Why reverse-calculate from take-home?
Most people think in terms of net income — what actually lands in their bank account each month. But billing clients, setting day rates and accepting contracts all happen in gross terms. Working backwards from a net target to a gross turnover lets you make rate decisions and revenue plans that actually match your lifestyle goal — especially when UK marginal tax rates stack to 62% in the personal allowance taper band.
How the solver works
The calculator runs a binary search over possible gross turnover values, using the same tax engine as our Take Home Pay Calculator. For each trial value it computes the full tax stack — corporation tax, dividend tax, income tax, NI — and checks whether the resulting net matches your target. It converges on the right answer in under 20 iterations.
The solver is precise to within £50 of your target net. For the limited company path it uses the optimal 2025/26 strategy: £12,570 director salary plus dividends drawing the rest of post-corporation-tax profit. For sole trader it applies income tax and Class 4 NI directly to profit.
A contractor wanting £60,000 net per year (£5,000/month) as a limited company director needs roughly £96,000 of gross turnover. At 220 billable days, that’s a day rate of £436. Note the personal allowance starts to taper above £100,000 gross — push the net target to £6,500/month and required gross jumps to £130,000, or £590/day. The taper band is where rate negotiation gets really important.— GoForma technical team, 2025/26 tax year modelling
What the model leaves out
- Allowable expenses — business travel, software, training, professional fees. These reduce taxable profit, so your required gross is lower than the calculator shows by roughly the expense amount.
- Pension contributions — company-paid employer pension contributions reduce corporation tax. Model these separately if you’re aggressive on retirement saving.
- Student loans — sole traders have student loan deducted via Self Assessment at 6% or 9% above the relevant threshold; add this to your effective tax rate.

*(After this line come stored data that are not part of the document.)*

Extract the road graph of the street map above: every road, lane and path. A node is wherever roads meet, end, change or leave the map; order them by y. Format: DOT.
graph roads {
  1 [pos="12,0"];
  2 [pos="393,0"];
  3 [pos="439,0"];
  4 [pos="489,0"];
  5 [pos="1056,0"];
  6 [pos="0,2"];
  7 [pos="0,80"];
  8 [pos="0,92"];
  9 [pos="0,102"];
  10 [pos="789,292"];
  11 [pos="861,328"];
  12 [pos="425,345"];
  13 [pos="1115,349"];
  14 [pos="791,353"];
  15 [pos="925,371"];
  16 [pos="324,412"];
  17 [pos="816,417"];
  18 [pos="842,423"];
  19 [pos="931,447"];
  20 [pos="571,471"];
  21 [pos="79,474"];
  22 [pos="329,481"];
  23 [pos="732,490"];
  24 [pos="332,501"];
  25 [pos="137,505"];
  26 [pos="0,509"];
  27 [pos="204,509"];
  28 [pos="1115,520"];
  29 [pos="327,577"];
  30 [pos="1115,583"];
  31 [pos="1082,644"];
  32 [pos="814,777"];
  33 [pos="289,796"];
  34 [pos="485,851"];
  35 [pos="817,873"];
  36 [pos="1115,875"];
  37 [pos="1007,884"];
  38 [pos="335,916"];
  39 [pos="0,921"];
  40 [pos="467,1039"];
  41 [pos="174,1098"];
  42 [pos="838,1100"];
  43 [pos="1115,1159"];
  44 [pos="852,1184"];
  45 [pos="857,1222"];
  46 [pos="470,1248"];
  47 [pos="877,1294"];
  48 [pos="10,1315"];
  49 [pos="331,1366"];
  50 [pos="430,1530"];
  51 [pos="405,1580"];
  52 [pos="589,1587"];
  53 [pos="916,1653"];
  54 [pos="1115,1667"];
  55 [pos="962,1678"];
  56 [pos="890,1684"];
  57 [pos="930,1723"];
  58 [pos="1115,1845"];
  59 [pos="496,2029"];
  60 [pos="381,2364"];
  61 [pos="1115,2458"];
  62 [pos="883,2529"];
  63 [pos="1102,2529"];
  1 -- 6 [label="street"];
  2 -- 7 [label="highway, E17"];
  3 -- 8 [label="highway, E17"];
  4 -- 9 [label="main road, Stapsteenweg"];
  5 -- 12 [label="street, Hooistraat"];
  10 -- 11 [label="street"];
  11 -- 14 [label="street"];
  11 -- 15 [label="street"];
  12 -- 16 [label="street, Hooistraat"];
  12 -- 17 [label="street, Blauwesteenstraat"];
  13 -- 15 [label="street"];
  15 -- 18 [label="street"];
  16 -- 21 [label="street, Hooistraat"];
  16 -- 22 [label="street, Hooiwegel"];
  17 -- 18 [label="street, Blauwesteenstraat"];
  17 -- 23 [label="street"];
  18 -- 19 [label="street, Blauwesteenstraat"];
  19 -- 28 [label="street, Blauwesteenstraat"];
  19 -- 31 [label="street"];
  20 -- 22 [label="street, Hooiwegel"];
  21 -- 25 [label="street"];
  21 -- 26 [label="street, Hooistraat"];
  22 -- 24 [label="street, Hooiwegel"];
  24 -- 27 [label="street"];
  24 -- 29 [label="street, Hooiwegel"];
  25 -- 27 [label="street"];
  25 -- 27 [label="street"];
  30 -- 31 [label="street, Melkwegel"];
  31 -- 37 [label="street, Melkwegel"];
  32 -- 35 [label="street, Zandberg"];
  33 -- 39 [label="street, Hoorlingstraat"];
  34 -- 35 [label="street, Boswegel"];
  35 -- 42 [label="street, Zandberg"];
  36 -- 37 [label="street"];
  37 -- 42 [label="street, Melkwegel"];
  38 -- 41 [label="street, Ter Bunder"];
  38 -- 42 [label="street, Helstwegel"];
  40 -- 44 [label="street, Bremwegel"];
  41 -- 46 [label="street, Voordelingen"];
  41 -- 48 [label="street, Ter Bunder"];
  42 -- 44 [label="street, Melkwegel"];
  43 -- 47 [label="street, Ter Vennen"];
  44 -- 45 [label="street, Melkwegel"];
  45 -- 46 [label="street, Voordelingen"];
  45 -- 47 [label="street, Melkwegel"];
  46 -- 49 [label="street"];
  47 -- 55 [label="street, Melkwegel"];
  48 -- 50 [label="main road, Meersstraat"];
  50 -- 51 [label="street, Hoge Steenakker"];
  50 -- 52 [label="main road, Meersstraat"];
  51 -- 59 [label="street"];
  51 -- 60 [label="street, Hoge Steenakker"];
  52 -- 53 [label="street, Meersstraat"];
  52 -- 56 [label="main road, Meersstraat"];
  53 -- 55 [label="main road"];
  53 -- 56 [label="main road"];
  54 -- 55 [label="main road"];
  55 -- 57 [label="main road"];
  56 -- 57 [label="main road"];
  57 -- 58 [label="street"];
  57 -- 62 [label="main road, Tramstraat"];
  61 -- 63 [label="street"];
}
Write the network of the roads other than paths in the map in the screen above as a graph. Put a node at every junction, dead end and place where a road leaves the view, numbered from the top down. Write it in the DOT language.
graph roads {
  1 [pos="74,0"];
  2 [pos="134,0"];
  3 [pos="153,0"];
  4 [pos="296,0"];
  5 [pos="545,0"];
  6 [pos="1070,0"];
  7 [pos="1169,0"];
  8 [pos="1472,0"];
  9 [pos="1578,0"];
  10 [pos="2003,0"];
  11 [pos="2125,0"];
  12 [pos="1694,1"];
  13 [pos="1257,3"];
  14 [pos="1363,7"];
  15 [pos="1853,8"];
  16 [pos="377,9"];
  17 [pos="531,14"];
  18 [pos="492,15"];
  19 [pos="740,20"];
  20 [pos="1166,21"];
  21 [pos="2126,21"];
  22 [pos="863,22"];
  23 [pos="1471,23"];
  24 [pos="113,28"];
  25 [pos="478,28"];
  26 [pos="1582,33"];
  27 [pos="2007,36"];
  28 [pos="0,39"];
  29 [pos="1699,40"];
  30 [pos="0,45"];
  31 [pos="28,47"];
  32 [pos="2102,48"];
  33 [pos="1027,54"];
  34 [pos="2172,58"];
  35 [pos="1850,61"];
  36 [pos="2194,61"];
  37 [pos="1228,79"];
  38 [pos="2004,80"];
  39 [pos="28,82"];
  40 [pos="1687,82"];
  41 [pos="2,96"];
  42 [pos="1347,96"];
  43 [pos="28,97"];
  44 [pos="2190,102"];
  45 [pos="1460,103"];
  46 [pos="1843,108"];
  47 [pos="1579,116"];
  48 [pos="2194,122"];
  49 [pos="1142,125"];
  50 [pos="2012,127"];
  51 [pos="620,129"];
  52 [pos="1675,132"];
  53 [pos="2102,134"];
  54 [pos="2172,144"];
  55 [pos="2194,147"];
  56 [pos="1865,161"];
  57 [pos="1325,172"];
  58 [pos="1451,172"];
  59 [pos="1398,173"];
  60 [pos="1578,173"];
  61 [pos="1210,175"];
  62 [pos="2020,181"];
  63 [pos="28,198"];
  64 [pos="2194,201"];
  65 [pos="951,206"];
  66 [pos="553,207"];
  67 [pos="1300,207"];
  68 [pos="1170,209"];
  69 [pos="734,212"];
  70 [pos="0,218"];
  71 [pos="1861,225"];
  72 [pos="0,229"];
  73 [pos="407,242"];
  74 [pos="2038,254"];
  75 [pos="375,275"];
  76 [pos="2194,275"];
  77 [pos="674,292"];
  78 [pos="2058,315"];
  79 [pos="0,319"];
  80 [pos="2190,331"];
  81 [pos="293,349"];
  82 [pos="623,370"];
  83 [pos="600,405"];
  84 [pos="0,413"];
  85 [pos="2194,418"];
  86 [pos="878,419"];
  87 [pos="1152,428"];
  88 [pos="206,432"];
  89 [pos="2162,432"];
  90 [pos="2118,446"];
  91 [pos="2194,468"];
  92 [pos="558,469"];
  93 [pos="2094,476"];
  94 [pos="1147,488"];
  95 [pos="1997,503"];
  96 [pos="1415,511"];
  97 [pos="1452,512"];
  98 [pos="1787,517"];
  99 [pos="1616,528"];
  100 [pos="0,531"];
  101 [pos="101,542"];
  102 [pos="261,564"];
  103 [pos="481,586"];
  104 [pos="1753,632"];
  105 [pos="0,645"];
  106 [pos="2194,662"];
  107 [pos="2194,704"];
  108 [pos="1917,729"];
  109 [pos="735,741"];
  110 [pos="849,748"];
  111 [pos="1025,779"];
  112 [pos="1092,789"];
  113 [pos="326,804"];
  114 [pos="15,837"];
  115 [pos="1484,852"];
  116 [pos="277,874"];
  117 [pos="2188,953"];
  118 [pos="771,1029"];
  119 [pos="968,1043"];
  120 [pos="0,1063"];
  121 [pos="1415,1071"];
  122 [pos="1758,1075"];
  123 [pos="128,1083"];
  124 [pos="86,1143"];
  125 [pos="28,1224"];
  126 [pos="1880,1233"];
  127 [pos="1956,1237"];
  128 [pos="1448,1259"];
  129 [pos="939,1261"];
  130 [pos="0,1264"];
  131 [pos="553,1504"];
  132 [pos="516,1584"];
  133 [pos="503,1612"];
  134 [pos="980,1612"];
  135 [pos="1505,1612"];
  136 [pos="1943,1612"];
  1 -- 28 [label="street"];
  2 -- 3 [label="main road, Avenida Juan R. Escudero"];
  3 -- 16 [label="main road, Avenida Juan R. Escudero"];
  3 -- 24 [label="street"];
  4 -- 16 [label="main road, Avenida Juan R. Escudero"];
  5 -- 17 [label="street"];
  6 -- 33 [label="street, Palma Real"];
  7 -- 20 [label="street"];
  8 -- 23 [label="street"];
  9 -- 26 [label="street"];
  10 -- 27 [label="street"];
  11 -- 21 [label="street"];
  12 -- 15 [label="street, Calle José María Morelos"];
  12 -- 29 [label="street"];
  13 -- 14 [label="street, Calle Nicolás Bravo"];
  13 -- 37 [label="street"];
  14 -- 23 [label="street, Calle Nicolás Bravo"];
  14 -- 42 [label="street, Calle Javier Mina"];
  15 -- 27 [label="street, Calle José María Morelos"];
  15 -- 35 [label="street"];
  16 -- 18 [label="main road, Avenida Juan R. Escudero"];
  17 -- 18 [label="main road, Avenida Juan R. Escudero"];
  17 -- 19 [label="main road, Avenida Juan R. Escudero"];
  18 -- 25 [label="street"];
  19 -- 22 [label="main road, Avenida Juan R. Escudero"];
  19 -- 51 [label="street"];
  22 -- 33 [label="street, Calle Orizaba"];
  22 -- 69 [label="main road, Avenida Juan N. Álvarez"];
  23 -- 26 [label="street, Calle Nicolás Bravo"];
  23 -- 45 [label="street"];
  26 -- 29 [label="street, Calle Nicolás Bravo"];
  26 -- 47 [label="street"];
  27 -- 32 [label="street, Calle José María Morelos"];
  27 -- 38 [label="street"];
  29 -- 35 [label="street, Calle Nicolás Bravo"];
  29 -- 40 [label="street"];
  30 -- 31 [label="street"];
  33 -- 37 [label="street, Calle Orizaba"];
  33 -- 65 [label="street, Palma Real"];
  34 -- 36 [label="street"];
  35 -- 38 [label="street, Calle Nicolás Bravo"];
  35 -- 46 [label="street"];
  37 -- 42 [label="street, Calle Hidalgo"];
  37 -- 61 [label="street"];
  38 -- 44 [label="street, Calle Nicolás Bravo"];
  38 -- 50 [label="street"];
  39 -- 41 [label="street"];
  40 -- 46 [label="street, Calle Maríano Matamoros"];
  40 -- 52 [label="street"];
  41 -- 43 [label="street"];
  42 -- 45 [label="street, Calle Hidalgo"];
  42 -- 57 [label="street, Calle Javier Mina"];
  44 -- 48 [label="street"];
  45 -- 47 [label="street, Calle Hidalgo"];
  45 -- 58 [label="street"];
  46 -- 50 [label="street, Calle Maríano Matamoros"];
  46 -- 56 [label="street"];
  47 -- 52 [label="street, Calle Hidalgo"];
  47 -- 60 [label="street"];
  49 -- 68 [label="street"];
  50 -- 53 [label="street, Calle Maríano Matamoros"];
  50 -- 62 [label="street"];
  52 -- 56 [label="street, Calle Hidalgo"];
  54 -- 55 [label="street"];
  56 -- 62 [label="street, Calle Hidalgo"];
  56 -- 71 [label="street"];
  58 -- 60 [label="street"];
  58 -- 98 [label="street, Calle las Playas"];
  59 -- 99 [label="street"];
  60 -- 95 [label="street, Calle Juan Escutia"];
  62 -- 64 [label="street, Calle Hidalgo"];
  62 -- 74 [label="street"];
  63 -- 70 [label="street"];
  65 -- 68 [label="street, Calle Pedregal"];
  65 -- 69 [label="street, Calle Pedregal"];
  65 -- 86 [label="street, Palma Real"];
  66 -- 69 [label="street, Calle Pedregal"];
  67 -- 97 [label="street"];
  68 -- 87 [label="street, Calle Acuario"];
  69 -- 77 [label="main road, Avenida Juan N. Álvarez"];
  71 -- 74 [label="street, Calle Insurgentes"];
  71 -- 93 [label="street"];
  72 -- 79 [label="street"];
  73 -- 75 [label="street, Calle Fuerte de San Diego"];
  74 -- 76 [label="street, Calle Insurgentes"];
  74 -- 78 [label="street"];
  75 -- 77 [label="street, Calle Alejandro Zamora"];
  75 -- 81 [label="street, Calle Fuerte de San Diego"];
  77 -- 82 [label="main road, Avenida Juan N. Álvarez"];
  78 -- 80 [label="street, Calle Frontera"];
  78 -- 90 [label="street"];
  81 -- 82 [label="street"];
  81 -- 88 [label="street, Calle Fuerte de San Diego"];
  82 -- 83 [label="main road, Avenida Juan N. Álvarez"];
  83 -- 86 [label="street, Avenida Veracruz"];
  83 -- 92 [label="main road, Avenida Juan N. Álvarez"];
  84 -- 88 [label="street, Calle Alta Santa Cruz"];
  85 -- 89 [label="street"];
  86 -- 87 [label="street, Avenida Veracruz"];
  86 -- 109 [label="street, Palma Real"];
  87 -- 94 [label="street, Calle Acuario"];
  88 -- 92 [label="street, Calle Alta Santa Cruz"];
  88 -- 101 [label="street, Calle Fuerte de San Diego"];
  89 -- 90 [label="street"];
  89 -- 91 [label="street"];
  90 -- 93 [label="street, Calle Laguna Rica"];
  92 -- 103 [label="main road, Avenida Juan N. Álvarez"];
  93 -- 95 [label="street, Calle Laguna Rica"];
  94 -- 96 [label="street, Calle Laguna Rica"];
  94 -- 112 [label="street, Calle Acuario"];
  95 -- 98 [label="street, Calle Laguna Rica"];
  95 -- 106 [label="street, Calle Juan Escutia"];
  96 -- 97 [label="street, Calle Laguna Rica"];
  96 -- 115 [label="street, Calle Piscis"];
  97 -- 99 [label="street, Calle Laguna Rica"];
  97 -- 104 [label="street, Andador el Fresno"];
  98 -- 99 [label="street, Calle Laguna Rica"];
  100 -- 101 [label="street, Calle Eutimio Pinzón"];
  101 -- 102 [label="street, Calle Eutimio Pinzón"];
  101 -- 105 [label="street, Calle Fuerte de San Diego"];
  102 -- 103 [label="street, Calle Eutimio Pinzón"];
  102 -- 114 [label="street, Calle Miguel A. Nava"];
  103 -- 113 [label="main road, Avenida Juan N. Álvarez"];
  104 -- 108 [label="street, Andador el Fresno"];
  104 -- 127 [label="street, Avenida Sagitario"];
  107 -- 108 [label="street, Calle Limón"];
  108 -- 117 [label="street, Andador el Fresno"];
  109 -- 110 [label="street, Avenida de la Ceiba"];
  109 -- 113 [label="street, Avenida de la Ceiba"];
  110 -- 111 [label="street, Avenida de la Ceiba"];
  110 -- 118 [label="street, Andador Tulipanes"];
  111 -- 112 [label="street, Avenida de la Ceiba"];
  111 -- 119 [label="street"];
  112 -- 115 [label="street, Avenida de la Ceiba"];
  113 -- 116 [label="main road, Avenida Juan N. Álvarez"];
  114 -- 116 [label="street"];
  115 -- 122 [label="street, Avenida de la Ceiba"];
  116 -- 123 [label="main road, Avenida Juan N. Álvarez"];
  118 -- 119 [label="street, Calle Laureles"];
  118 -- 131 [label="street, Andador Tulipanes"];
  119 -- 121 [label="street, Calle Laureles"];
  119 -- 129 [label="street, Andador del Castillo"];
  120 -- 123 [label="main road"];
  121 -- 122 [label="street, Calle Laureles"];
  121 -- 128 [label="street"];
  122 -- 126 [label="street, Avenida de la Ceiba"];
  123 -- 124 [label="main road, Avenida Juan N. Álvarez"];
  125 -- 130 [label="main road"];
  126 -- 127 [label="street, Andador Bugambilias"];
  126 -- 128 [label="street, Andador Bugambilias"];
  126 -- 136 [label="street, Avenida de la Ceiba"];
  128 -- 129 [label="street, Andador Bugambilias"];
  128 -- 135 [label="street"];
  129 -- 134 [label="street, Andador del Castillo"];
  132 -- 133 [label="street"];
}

- Scottish residency — Scottish taxpayers have different income tax bands (currently six rates, up to 48%). Our calculator uses England, Wales and NI rates only.
- IR35 — the Ltd scenario assumes outside IR35. If your work would be inside IR35, use our Contractor Outside IR35 Calculator instead — the inside-IR35 tax rate is materially higher.
Using this for day-rate setting
The day-rate number the calculator gives you is the minimum viable rate to hit your target take-home — it doesn’t include any cushion for bench time, holidays (beyond the 220-day assumption), illness, new-business downtime or accountancy fees. Most experienced contractors add a 10–15% buffer to the calculated rate when setting their minimum acceptable price.
If you bill by hour, the daily rate ÷ 8 gives a floor hourly rate for a standard working day. Add the buffer before sending it to a client.